A time-frequency converter that converts the input signal to time-frequency,
A digital filter that modifies the input signal,
A frequency analysis unit that performs frequency analysis based on the output of the time-frequency conversion unit, and
A frequency-time converter that converts the frequency analysis result into frequency-time and outputs a time-domain analysis result.
A shortening unit that shortens the time domain analysis result,
Have,
An information processing apparatus characterized in that the input signal is changed by applying the shortened time domain analysis result to the digital filter.

A mixing device using the information processing device according to any one of claims 1 to 6.

In information processing equipment
The input signal is subjected to the first time-frequency conversion using the first window function having the first width.

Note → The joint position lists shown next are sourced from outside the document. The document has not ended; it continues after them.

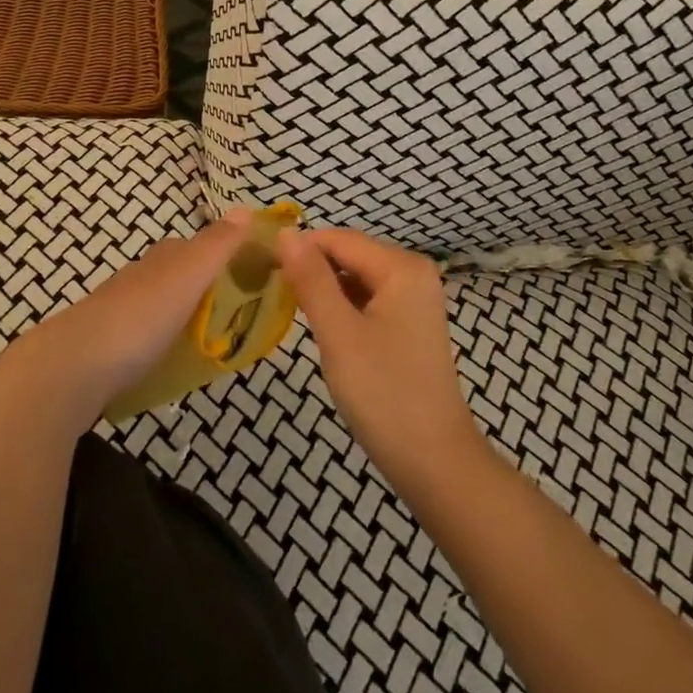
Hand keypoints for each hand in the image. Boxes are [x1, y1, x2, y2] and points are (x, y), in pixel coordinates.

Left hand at [0, 210, 250, 432]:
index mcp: (161, 259)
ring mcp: (117, 312)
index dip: (221, 255)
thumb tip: (246, 208)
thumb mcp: (189, 275)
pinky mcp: (104, 346)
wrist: (72, 367)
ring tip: (206, 341)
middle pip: (175, 275)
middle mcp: (138, 277)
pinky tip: (167, 359)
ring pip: (157, 305)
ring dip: (179, 315)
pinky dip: (158, 341)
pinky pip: (141, 336)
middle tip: (233, 314)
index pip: (195, 246)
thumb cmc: (140, 317)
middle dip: (202, 287)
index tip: (248, 275)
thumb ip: (218, 245)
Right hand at [278, 227, 484, 499]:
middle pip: (349, 255)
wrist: (433, 460)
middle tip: (272, 294)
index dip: (298, 249)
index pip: (338, 239)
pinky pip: (367, 299)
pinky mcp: (409, 323)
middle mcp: (413, 272)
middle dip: (311, 269)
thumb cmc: (384, 393)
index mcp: (401, 266)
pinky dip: (342, 307)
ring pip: (355, 277)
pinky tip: (323, 328)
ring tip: (290, 310)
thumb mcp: (339, 333)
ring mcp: (414, 298)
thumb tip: (286, 232)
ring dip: (324, 289)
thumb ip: (311, 279)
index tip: (259, 268)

A second time-frequency conversion is performed on the input signal using a second window function having a second width narrower than the first width.

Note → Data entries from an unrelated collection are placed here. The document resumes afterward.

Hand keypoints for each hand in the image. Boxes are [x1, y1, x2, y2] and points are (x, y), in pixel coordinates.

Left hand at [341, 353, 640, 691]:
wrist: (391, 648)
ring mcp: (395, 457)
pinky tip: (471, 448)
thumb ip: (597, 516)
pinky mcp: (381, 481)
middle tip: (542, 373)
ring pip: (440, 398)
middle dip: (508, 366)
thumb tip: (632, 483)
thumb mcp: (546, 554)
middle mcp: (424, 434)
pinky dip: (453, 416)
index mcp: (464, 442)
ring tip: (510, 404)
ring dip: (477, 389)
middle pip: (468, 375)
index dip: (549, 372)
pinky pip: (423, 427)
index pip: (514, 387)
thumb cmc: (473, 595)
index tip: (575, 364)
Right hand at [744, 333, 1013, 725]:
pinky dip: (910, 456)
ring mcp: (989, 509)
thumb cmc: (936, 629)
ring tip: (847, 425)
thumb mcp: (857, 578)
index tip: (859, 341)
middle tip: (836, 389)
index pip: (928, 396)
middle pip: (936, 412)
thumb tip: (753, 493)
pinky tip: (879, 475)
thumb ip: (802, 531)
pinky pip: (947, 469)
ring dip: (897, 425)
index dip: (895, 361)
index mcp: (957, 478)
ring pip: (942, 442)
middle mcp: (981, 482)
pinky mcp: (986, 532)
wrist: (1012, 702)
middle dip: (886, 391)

Using the frequency analysis result based on the first time-frequency conversion, the converted input signal that has undergone the second time-frequency conversion is changed.
A method for reducing latency, which is characterized by the fact that.

In information processing equipment
The input signal in the time domain is time-frequency converted, and the input signal is digitally filtered.
The signal obtained by the time-frequency conversion is frequency-analyzed, and then
The result of the frequency analysis is converted into frequency time to obtain the time domain analysis result.
To shorten the time domain analysis result,
The shortened time domain analysis result is applied to the digitally filtered input signal to change the input signal.
A method for reducing latency, which is characterized by the fact that.